Wednesday, May 16, 2001 - 3:30pm - 4:30pm
Keller 3-180
Matthew Antone (Massachusetts Institute of Technology)
We describe linear-time algorithms for recovering scene-relative camera orientations and positions in networks of thousands of terrestrial images spanning hundreds of meters, in outdoor urban scenes, under uncontrolled lighting. Accurate registration of such image networks is currently infeasible by any other means, manual or algorithmic. Our system requires no human input or interaction, and recovers 6-DOF camera pose which is globally consistent on average to roughly $0.1^{circ}$ and five centimeters, or about four pixels of epipolar alignment---sufficiently accurate for applications such as 3D reconstruction and image-based rendering.

The 6-DOF registration problem is decoupled into pure rotation and translation components, which take accurate intrinsic parameters, approximate extrinsic pose, and a connected camera adjacency graph as input. The algorithms estimate a local coordinate frame at each camera by classifying and combining thousands of low-level image features (lines and points) into a few robust aggregate features (vanishing points and motion baselines). These local frames are then propagated and registered through the adjacency graph. As output, the algorithms produce an accurate assignment of absolute orientation and position, and associated uncertainty estimates, to every camera.

Our principal contributions include multi-camera probabilistic extensions of classical two-camera alignment methods; new uses of the Hough transform for initialization of iterative numerical techniques; and formulation of expectation maximization algorithms for the recovery of camera pose without explicit feature correspondence. We also extend existing stochastic frameworks to handle unknown numbers of 3-D feature points, unknown occlusion, large scale (thousands of images and hundreds of thousands of features), and large dimensional extent (inter-camera baselines of tens of meters spanning areas hundreds of meters across). Finally, we introduce principled methods for the estimation and propagation of projective uncertainty, and present strong quantitative evidence of the superior utility of wide-FOV images in extrinsic calibration.

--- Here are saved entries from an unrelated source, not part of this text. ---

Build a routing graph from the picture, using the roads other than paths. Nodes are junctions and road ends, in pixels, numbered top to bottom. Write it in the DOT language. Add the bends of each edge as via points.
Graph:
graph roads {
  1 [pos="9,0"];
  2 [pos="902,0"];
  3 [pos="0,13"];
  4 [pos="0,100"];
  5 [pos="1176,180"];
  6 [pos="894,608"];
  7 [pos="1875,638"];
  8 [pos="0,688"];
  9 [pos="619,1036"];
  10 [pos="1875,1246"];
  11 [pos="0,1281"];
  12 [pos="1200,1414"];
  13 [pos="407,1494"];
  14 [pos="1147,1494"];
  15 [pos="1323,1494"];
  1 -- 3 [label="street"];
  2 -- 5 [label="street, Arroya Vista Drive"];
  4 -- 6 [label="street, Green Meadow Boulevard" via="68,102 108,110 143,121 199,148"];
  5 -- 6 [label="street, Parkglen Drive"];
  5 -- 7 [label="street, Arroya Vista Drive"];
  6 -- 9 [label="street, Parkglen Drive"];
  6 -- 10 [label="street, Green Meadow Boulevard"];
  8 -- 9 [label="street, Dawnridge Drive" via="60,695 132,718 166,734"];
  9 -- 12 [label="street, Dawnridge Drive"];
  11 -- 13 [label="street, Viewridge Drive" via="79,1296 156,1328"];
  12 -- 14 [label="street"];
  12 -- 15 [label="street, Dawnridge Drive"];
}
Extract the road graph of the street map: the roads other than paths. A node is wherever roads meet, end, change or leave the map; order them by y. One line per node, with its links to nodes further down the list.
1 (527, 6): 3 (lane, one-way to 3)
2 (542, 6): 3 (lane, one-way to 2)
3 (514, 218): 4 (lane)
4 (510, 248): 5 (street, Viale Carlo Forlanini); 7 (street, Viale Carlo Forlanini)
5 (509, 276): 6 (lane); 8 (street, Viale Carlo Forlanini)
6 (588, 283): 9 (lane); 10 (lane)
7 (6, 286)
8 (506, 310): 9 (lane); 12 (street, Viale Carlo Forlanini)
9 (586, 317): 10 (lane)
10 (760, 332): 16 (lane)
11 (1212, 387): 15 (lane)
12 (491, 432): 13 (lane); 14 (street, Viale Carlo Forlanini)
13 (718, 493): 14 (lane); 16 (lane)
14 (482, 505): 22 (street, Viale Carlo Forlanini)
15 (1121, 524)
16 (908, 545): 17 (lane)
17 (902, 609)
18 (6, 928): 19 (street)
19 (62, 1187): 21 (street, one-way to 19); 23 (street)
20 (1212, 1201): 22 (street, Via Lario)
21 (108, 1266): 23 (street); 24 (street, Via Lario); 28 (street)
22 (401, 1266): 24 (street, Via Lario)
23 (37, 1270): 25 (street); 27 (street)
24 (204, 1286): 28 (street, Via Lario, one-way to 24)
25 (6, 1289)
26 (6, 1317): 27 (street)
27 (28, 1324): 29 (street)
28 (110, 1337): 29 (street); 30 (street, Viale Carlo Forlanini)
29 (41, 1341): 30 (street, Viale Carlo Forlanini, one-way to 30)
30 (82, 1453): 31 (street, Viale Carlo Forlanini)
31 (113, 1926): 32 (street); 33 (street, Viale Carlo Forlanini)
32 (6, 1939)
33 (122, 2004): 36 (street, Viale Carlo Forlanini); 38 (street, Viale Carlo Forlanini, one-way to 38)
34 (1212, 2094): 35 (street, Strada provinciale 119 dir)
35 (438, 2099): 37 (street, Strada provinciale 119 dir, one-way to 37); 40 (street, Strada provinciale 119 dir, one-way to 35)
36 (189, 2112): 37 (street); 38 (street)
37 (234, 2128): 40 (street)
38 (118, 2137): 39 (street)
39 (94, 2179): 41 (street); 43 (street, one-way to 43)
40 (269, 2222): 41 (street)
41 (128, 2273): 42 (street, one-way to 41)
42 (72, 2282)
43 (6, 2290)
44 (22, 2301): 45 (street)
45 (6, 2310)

We assess the system's performance on synthetic and real data, and draw several conclusions. First, by fusing thousands of gradient-based image features into a few ensemble projective features, the algorithms achieve accurate registration even in the face of significant lighting variations, low-level feature noise, and error in initial pose estimates. Second, we show that registration of wide-FOV images is fundamentally more robust against failure, and more accurate, than is registration of ordinary imagery. Finally, the system surmounts the usual tradeoff between speed and precision: it is both faster and more accurate than manual bundle adjustment.
(Joint work with Seth Teller).